Tips and Guidelines
Bats have to find new roosts on their own. Existing evidence strongly suggests that lures or attractants (including bat guano) will NOT attract bats to a bat house. Bats investigate new roosting opportunities while foraging at night, and they are expert at detecting crevices, cracks, nooks and crannies that offer shelter from the elements and predators. Bat houses installed on buildings or poles are easier for bats to locate, have greater occupancy rates and are occupied two and a half times faster than those mounted on trees.

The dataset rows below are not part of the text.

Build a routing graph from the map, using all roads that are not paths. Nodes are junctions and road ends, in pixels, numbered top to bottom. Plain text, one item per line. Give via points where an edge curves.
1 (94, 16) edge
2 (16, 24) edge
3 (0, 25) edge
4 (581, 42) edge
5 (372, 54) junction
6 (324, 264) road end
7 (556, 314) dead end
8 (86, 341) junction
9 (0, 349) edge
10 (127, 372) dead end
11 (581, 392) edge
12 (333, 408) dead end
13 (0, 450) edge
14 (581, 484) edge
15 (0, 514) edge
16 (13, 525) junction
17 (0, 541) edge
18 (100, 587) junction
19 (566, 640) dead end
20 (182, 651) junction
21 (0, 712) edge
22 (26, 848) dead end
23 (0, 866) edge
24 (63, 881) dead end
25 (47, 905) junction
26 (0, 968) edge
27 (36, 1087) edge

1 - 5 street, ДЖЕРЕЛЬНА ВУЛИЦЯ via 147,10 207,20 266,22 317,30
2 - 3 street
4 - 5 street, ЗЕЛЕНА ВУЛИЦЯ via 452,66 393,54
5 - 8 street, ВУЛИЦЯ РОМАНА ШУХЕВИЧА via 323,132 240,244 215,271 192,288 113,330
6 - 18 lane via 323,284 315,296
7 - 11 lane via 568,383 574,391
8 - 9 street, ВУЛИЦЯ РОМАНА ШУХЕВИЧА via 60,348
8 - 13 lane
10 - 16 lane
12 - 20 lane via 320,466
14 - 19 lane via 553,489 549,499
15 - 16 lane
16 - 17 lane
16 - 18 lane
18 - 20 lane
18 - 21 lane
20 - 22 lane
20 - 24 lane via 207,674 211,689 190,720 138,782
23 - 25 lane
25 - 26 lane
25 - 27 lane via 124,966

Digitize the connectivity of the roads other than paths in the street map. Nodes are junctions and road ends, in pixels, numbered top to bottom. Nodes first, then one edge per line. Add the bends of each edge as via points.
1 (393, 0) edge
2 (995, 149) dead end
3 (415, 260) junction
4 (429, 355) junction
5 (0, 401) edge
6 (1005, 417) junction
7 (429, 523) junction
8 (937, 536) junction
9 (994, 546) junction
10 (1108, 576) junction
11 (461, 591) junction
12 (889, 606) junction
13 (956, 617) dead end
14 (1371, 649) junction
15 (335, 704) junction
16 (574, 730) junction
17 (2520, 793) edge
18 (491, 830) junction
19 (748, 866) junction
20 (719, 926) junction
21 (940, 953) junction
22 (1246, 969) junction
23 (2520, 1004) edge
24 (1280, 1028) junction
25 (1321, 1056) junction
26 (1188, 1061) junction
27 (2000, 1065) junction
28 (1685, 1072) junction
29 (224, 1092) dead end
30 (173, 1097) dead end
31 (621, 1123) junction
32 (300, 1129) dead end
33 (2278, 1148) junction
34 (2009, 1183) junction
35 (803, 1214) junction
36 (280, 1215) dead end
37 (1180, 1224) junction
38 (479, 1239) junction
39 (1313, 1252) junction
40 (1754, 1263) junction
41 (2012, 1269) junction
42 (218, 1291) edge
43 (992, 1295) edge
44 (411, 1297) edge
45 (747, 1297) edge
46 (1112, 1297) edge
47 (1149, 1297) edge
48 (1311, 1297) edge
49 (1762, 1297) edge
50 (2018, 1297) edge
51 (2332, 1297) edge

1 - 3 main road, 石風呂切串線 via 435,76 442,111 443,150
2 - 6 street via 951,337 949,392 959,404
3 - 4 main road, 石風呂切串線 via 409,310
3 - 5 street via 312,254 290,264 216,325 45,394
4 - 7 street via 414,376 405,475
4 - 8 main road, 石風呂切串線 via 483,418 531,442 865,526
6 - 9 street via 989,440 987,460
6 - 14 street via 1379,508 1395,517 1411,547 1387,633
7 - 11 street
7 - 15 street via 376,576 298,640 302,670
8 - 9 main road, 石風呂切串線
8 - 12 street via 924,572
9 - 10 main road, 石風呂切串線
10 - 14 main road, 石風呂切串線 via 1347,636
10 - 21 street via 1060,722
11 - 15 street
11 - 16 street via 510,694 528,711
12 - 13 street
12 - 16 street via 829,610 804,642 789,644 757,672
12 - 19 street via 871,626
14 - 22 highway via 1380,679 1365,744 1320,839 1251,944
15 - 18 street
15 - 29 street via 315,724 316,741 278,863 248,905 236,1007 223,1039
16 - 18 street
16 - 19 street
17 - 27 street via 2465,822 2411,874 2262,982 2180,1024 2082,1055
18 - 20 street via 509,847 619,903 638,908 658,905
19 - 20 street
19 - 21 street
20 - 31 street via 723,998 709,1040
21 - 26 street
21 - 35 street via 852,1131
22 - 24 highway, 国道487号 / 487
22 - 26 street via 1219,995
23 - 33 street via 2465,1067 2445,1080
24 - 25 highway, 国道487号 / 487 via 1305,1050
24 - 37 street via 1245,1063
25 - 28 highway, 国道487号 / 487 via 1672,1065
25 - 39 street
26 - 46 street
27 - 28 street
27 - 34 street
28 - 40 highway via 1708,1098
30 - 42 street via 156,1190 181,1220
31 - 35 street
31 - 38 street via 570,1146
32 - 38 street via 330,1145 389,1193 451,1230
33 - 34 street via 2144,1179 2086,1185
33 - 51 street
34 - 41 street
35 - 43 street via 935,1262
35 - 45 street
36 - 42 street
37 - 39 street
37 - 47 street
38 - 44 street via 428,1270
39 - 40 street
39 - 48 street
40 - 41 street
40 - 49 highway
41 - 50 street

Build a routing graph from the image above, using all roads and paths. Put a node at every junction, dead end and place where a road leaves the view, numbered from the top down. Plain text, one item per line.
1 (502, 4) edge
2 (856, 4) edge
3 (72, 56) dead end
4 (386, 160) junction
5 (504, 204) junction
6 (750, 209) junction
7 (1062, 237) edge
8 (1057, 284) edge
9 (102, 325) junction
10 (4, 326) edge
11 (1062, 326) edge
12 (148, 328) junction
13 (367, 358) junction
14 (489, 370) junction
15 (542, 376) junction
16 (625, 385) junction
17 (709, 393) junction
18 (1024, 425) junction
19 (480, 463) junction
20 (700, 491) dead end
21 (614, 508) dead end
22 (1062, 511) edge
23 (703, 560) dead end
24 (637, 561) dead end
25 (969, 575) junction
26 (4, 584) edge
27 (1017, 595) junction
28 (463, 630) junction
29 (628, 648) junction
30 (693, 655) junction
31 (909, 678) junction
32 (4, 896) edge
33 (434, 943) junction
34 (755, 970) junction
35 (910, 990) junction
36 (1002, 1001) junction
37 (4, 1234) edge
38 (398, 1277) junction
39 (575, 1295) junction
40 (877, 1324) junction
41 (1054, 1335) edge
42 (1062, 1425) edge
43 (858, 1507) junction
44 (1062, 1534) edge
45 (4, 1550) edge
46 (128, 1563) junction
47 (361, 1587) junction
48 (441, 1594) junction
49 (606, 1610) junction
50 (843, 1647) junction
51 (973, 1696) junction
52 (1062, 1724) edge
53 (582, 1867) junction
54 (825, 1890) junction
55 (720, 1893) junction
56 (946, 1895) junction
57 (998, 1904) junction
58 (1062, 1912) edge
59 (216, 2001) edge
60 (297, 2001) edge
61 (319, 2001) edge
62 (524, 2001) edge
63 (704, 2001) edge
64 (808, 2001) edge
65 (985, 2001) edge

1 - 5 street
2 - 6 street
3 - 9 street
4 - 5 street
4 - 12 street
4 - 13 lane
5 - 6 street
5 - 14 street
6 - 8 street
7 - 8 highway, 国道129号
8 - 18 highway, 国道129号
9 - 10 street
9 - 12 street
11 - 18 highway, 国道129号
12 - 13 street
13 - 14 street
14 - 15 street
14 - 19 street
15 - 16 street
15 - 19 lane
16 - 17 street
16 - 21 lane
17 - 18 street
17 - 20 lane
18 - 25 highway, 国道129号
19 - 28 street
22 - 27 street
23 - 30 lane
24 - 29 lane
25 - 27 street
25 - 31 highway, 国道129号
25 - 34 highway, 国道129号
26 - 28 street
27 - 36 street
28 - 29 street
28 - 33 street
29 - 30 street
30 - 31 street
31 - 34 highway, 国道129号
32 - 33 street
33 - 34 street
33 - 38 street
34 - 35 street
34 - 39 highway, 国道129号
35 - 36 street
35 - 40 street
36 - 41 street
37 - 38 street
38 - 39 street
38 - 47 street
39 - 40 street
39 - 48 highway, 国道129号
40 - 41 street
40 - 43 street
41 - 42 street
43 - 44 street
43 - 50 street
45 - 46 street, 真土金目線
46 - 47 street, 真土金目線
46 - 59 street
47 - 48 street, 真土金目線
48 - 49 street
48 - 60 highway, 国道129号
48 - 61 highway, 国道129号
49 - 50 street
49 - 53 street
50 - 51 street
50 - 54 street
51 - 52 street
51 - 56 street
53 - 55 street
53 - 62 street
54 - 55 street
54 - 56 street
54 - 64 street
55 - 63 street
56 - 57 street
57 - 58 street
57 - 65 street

Unlike domestic animals, bats are wild and free-ranging. It is usually illegal to buy or sell them, and permits to capture and possess bats are generally limited to researchers, zoos, wildlife rehabilitators and educational organizations. Catching and relocating bats to new areas is, in any case, highly unlikely to succeed. Bats have strong homing instincts, and once released into a bat house, will attempt to return to their former home area. Consequently, placing bats in a bat house is usually futile and is not recommended. If a bat house remains unoccupied after two full years, consider repositioning of modifying the house.
The odds of attracting bats are very good for well-designed, well-built bat houses mounted according to recommendations developed by the Bat House Project during 12 years of bat house research by BCI and its volunteer Research Associates across the U.S., Canada and the Caribbean. This project found:
- Bats inhabited an average of 60 percent of all reported bat houses (both good and bad houses and installations) in BCI's 1999 to 2001 annual surveys.
- Occupancy in rural areas was 61 percent, compared to 50 percent for urban and suburban areas.
- 90 percent of occupied bat houses were used within two years (with 50 percent occupancy in the first year). The rest needed three to five years for bats to move in.
- Tall designs like the multi-chamber (nursery) and rocket-style houses performed best in our surveys. For example, 80 percent of 123 houses with chambers at least 25 inches tall were occupied in 2000.
Maintaining proper roost temperatures is probably the single most important factor for a successful bat house. Interior temperatures should be warm and as stable as possible (ideally 80º F to 100º F in summer) for mother bats to raise their young. Some species, such as the big brown bat, prefer temperatures below 95º F, while others, such as the little brown bat, tolerate temperatures in excess of 100º F. Bachelor bats are less picky and may use houses with cooler temperatures. The sides of wooden or masonry structure are the best mounting sites, especially in colder climates, because temperatures are more stable than for houses attached to poles.
Bat house temperatures are influenced directly by the exterior color, compass orientation (east-, southeast-, or south-facing are generally good bets for single houses in most climates), the amount of sun exposure, how well the house is caulked and vented, and the mounting and construction materials. You may have to experiment to get the right placement and temperature range. You can always use a thermometer taped to a pole to see if temperatures are suitable inside the bat house (check the chambers high and low, and front and back).
Pick installation sites with care so you don’t have to move it after it is occupied. Most bat houses have open bottoms, which keeps guano from accumulating inside. Guano will, however, end up on the ground underneath, so avoid placing bat houses directly above windows, doors, decks or walkways. Bat urine may stain some finishes. Two- or four-inch spacers between a bat house and the wall, a large backboard or a longer landing area below a bat house may reduce guano deposits on the wall. A potted plant or a shallow tray or plant saucer can be placed underneath a bat house to collect bat guano for use as fertilizer in flower beds or gardens. Do not use a bucket or deep container (unless 1⁄4-inch or smaller mesh covers the entire top of the container), as any baby bats that fall from the bat house could become trapped inside. For more installation advice visit our Install page.
Maintaining you bat house
Once you have attracted bats, you must maintain the bat houses to keep bats coming back year after year. Wasp and mud dauber nests should be cleaned out each winter after bats and wasps have departed. New caulk and paint or stain may be required after three to five years to guard against leaks and drafts. Bat houses should be monitored at least once a month (preferably more often) to detect potential problems such as predators, overheating, wood deterioration, etc. Any repairs or cleaning should be performed when bats are not present.
Getting rid of wasps
As the bats’ landlord, it is your duty to make sure the bat house is in good shape and is habitable. This means doing routine maintenance on the house and taking care of unwanted guests. Some of the most common non-bat visitors to bat houses are wasps. Wasps can be a problem before bats fully occupy a house. Use of 3/4-inch roosting spaces reduces the risk of wasps. If nests accumulate, they should be removed in late winter or early spring before either wasps or bats return. Open-bottom houses greatly reduce problems with birds, mice, squirrels or parasites, and guano does not accumulate inside.